'If Beale Street Could Talk': A Gripping Drama
Regina King is perfection in a heartbreaking tale of true love and false justice
Rating: R
Run time: 1 hour 57 minutes
Stars: Colman Domingo, Brian Tyree Henry, Stephan James, Regina King, KiKi Layne
Director: Barry Jenkins
Triple Golden Globe nominee If Beale Street Could Talk is about the most visually ravishing, rapturously romantic, socially relevant film since last year’s triple Oscar winner Moonlight, which is unsurprising, because it has the same director-cowriter and cinematographer. Hollywood’s first-ever adaptation of James Baldwin, a fiction author and essayist who’s ranked right up there with George Orwell, it comes a year after the Oscar-nominated documentary about Baldwin, I Am Not Your Negro.
But you don’t need to know any of that to get swept away by the film’s fierce lyricism and heartbreaking characters. Newcomer KiKi Layne is radiant as Tish, who realizes, after 19 years of growing up in turn-of-the-1970s Harlem with sculptor Fonny (Stephan James, Julia Roberts’ client in the TV hit mystery Homecoming), that he’s been the one for her all along. She’s pregnant, which thrills her family, led by Regina King, 47, a late-in-life breakout star who’s earned three Emmys in four years and was named best actress by the three top U.S. critics’ groups for her role as Tish’s magnificently protective mom, Sharon.
But there are ominous clouds hovering above the lovebirds’ infectious bliss. While Tish’s clan doesn’t care that she’s pregnant just before marriage — “Unbow your head, sister!” says her sis, Ernestine (Teyonah Parris) — Fonny’s pious mom (Aunjanue Ellis) and her mean-girl daughters are judgmentally appalled. The scene of the colossal argument between the soon-to-be-in-laws is terrific, sad, a little funny and very believable.
It’s all too believable when the lovers’ car gets pulled over and a racist cop winds up framing Fonny for a rape across town that he couldn’t have committed without supersonic transport. Tish has to reach out to Fonny’s beseeching hand against a jailhouse window. “I hope that nobody has ever had to look at anybody they love through glass,” she says. Just before injustice struck and split his life in two, Fonny had heard about the horrors of prison from a recently released pal (annually Emmy-nominated Brian Tyree Henry) of uncommon eloquence — Henry’s monologue is a show-stopper. So Fonny knows the hell that’s coming his way.
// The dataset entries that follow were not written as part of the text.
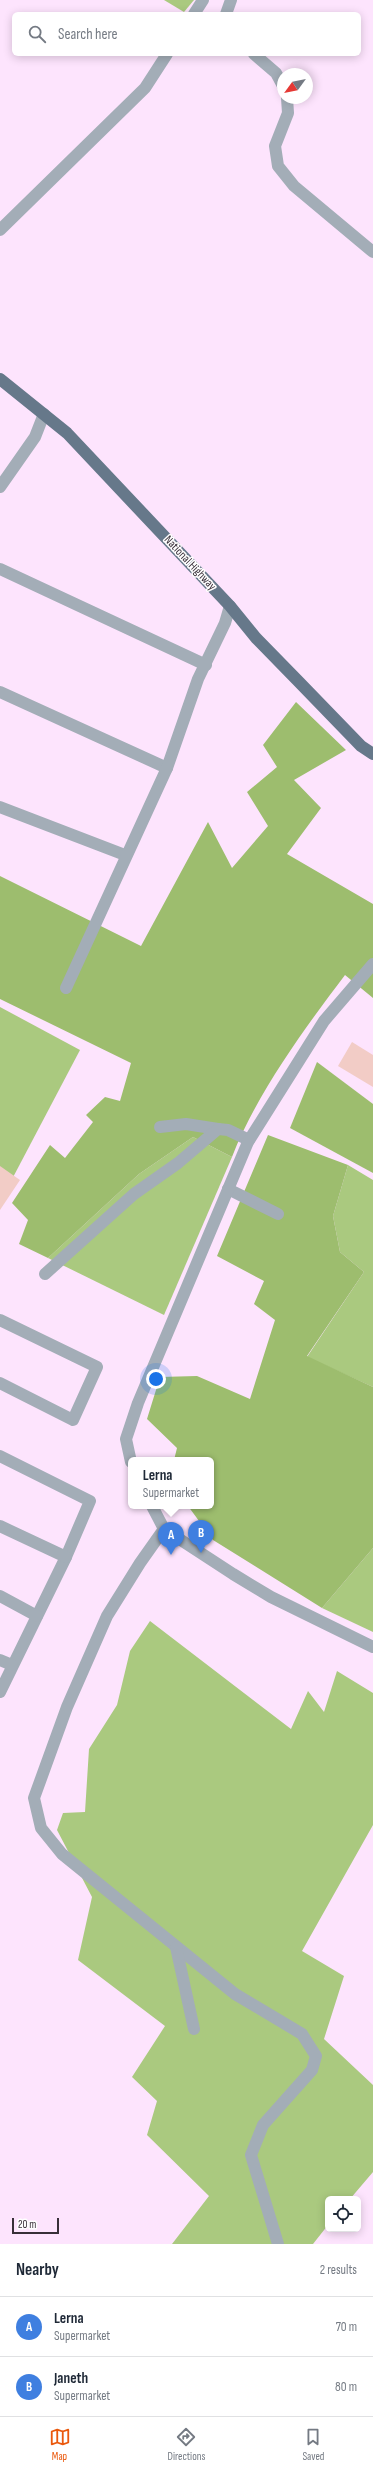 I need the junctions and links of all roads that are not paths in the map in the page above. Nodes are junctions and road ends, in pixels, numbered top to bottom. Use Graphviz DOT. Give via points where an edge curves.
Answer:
graph roads {
  1 [pos="203,0"];
  2 [pos="231,0"];
  3 [pos="195,12"];
  4 [pos="227,12"];
  5 [pos="166,56"];
  6 [pos="256,56"];
  7 [pos="277,75"];
  8 [pos="287,104"];
  9 [pos="0,230"];
  10 [pos="373,252"];
  11 [pos="0,379"];
  12 [pos="44,414"];
  13 [pos="0,487"];
  14 [pos="0,569"];
  15 [pos="230,606"];
  16 [pos="206,666"];
  17 [pos="0,692"];
  18 [pos="373,754"];
  19 [pos="167,768"];
  20 [pos="0,807"];
  21 [pos="125,855"];
  22 [pos="373,964"];
  23 [pos="66,988"];
  24 [pos="160,1127"];
  25 [pos="218,1129"];
  26 [pos="249,1140"];
  27 [pos="228,1189"];
  28 [pos="278,1214"];
  29 [pos="45,1274"];
  30 [pos="0,1320"];
  31 [pos="0,1383"];
  32 [pos="0,1456"];
  33 [pos="130,1457"];
  34 [pos="154,1509"];
  35 [pos="0,1526"];
  36 [pos="164,1530"];
  37 [pos="66,1557"];
  38 [pos="0,1596"];
  39 [pos="37,1616"];
  40 [pos="373,1647"];
  41 [pos="0,1660"];
  42 [pos="12,1665"];
  43 [pos="0,1692"];
  44 [pos="176,1947"];
  45 [pos="194,2029"];
  46 [pos="278,2244"];
  1 -- 3 [label="street"];
  2 -- 4 [label="street"];
  5 -- 9 [label="street" via="145,88"];
  6 -- 7 [label="street"];
  8 -- 10 [label="street" via="288,113 275,146 278,166 294,186"];
  11 -- 12 [label="main road, National Highway"];
  12 -- 13 [label="street" via="34,437"];
  12 -- 15 [label="main road, National Highway" via="67,433"];
  14 -- 16 [label="street"];
  15 -- 16 [label="street"];
  15 -- 18 [label="main road, National Highway" via="256,638 361,746"];
  16 -- 19 [label="street" via="198,679"];
  17 -- 19 [label="street"];
  19 -- 21 [label="street"];
  20 -- 21 [label="street"];
  21 -- 23 [label="street"];
  22 -- 26 [label="street" via="324,1021"];
  24 -- 25 [label="street" via="186,1124"];
  25 -- 26 [label="street" via="228,1130"];
  25 -- 29 [label="street" via="178,1163 134,1194"];
  26 -- 27 [label="street"];
  27 -- 28 [label="street"];
  27 -- 33 [label="street" via="138,1403 126,1440"];
  30 -- 31 [label="street" via="97,1367 73,1420"];
  32 -- 37 [label="street" via="90,1501"];
  34 -- 36 [label="street"];
  35 -- 37 [label="street"];
  36 -- 40 [label="street" via="271,1597"];
  36 -- 44 [label="street" via="140,1562 107,1616 67,1707 34,1798 41,1828 62,1854"];
  37 -- 39 [label="street"];
  38 -- 39 [label="street"];
  39 -- 42 [label="street"];
  41 -- 42 [label="street"];
  42 -- 43 [label="street"];
  44 -- 45 [label="street"];
  44 -- 46 [label="street" via="235,1994 302,2034 316,2056 312,2070 263,2125 250,2155"];
} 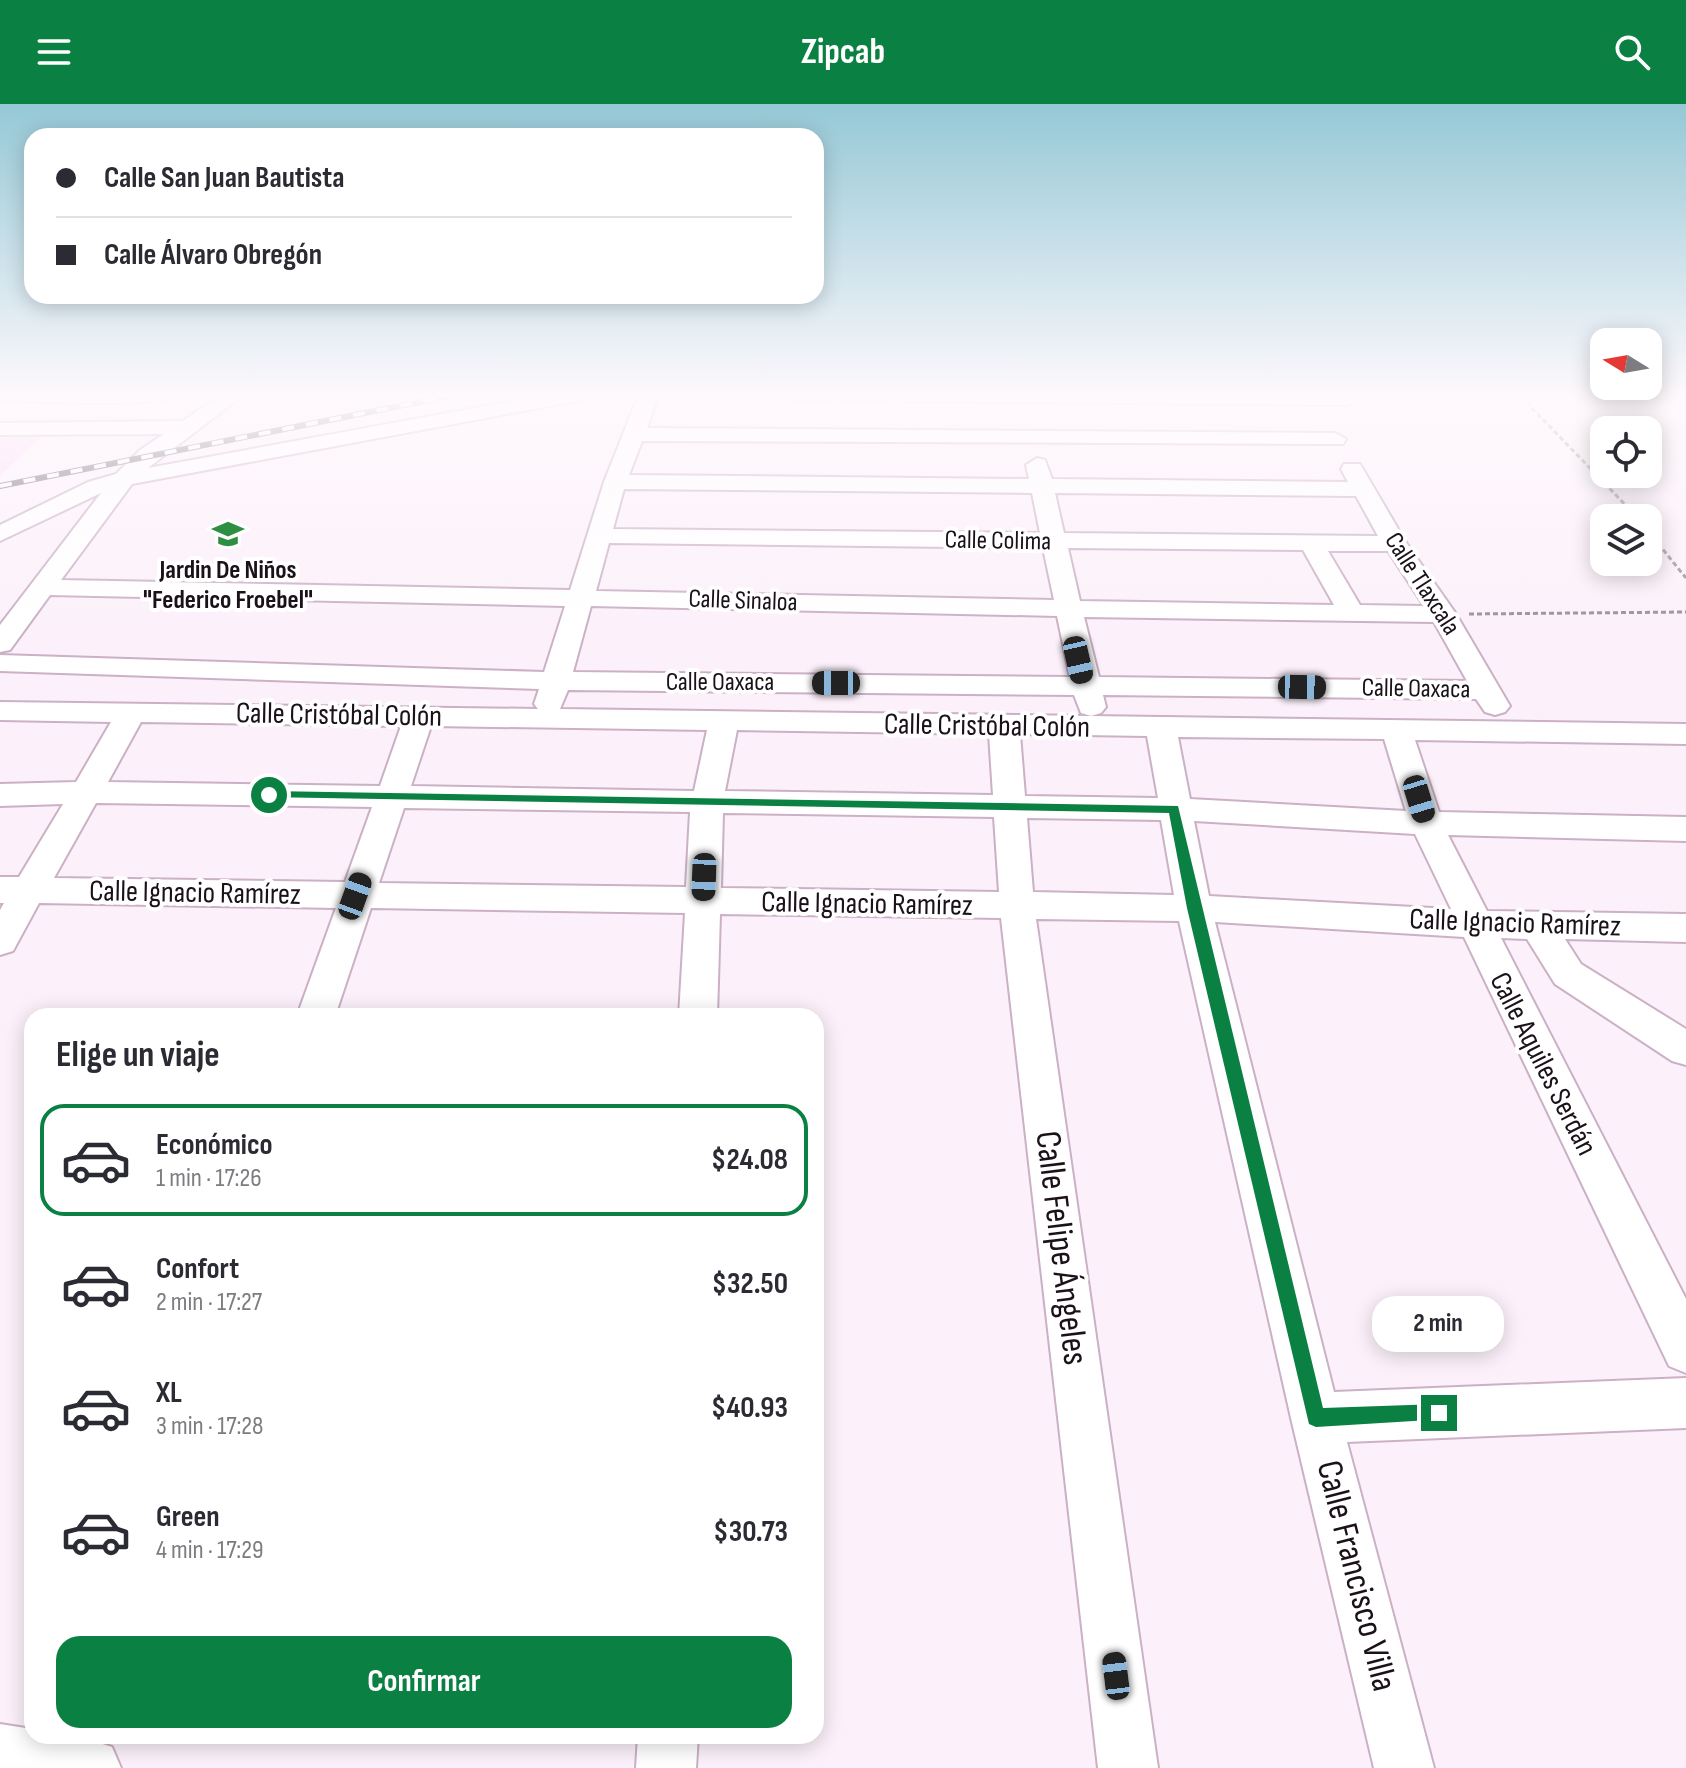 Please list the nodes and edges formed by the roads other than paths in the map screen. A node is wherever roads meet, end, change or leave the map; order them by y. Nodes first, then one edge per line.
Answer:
1 (131, 472) edge
2 (164, 472) edge
3 (619, 472) edge
4 (1038, 472) edge
5 (1354, 472) edge
6 (124, 479) junction
7 (615, 482) junction
8 (1041, 486) junction
9 (1364, 489) junction
10 (39, 514) junction
11 (0, 520) edge
12 (0, 534) edge
13 (600, 536) junction
14 (1052, 541) junction
15 (1311, 543) junction
16 (1395, 544) junction
17 (42, 587) junction
18 (582, 596) junction
19 (1067, 611) junction
20 (1352, 613) junction
21 (1443, 614) junction
22 (0, 644) edge
23 (0, 663) edge
24 (557, 681) junction
25 (1084, 684) junction
26 (1488, 690) junction
27 (0, 711) edge
28 (132, 712) junction
29 (419, 717) junction
30 (544, 719) junction
31 (724, 722) junction
32 (1004, 726) junction
33 (1098, 728) junction
34 (1396, 728) junction
35 (1161, 729) junction
36 (1506, 729) junction
37 (1686, 734) edge
38 (86, 792) junction
39 (0, 795) edge
40 (391, 796) junction
41 (707, 803) junction
42 (1011, 807) junction
43 (1174, 809) junction
44 (1426, 823) junction
45 (1686, 829) edge
46 (15, 890) edge
47 (355, 896) junction
48 (703, 902) junction
49 (1017, 907) junction
50 (1194, 908) junction
51 (1473, 924) junction
52 (1537, 925) junction
53 (1686, 928) edge
54 (0, 941) edge
55 (319, 1008) edge
56 (698, 1008) edge
57 (1686, 1049) edge
58 (1686, 1349) edge
59 (1686, 1403) edge
60 (1316, 1418) junction
61 (668, 1744) edge
62 (0, 1754) edge
63 (84, 1756) edge
64 (666, 1768) edge
65 (1128, 1768) edge
66 (1404, 1768) edge

1 - 6 street
2 - 6 street
3 - 7 street
4 - 8 street
5 - 9 street, Calle Tlaxcala
6 - 10 street
6 - 17 street
7 - 8 street
7 - 13 street
8 - 9 street
8 - 14 street
9 - 16 street, Calle Tlaxcala
10 - 11 street
10 - 12 street
13 - 14 street, Calle Colima
13 - 18 street
14 - 15 street, Calle Colima
14 - 19 street
15 - 16 street, Calle Colima
15 - 20 street
16 - 21 street, Calle Tlaxcala
17 - 18 street, Calle Sinaloa
17 - 22 street
18 - 19 street, Calle Sinaloa
18 - 24 street
19 - 20 street, Calle Sinaloa
19 - 25 street
20 - 21 street, Calle Sinaloa
21 - 26 street, Calle Tlaxcala
23 - 24 street, Calle Oaxaca
24 - 25 street, Calle Oaxaca
24 - 30 street
25 - 26 street, Calle Oaxaca
25 - 33 street
26 - 36 street, Calle Tlaxcala
27 - 28 street, Calle Cristóbal Colón
28 - 29 street, Calle Cristóbal Colón
28 - 38 street
29 - 30 street, Calle Cristóbal Colón
29 - 40 street
30 - 31 street, Calle Cristóbal Colón
31 - 32 street, Calle Cristóbal Colón
31 - 41 street
32 - 33 street, Calle Cristóbal Colón
32 - 42 street, Calle Felipe Ángeles
33 - 35 street, Calle Cristóbal Colón
34 - 35 street, Calle Cristóbal Colón
34 - 36 street, Calle Cristóbal Colón
34 - 44 street, Calle Aquiles Serdán
35 - 43 street, Calle Francisco Villa
36 - 37 street, Calle Cristóbal Colón
38 - 39 street
38 - 40 street
38 - 46 street
40 - 41 street
40 - 47 street
41 - 42 street
41 - 48 street
42 - 43 street
42 - 49 street, Calle Felipe Ángeles
43 - 44 street
43 - 50 street, Calle Francisco Villa
44 - 45 street
44 - 51 street, Calle Aquiles Serdán
46 - 47 street, Calle Ignacio Ramírez
46 - 54 street
47 - 48 street, Calle Ignacio Ramírez
47 - 55 street
48 - 49 street, Calle Ignacio Ramírez
48 - 56 street
49 - 50 street, Calle Ignacio Ramírez
49 - 65 street, Calle Felipe Ángeles
50 - 51 street, Calle Ignacio Ramírez
50 - 60 street, Calle Francisco Villa
51 - 52 street, Calle Ignacio Ramírez
51 - 58 street, Calle Aquiles Serdán
52 - 53 street, Calle Ignacio Ramírez
52 - 57 street
59 - 60 street
60 - 66 street, Calle Francisco Villa
61 - 64 street
62 - 63 street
The movie alternates between flashbacks to heavenly times and the family’s increasingly desperate attempts to prevail against a justice system that runs like a relentless factory of untruths and despair. The rape victim, traumatized by her unknown assailant and intimidated by cops, has fled home to Puerto Rico, and Sharon does all she can to raise funds for a lawyer and a trip south to try to talk her into recanting her police-orchestrated accusation against Fonny.
There are moments when the film drifts a bit, as if carried away in reverie by the melancholy jazz soundtrack — Miles Davis’ “Blue in Green” has never sounded so hypnotically resonant. But then the momentum of the legal case kicks back in. The performances, excellent throughout, are capped by the diamond-like perfection that is Regina King. In 2012, critic Matt Zoller Seitz called her “an actress for whom no praise is adequate.” And in 2018, she’s better than ever.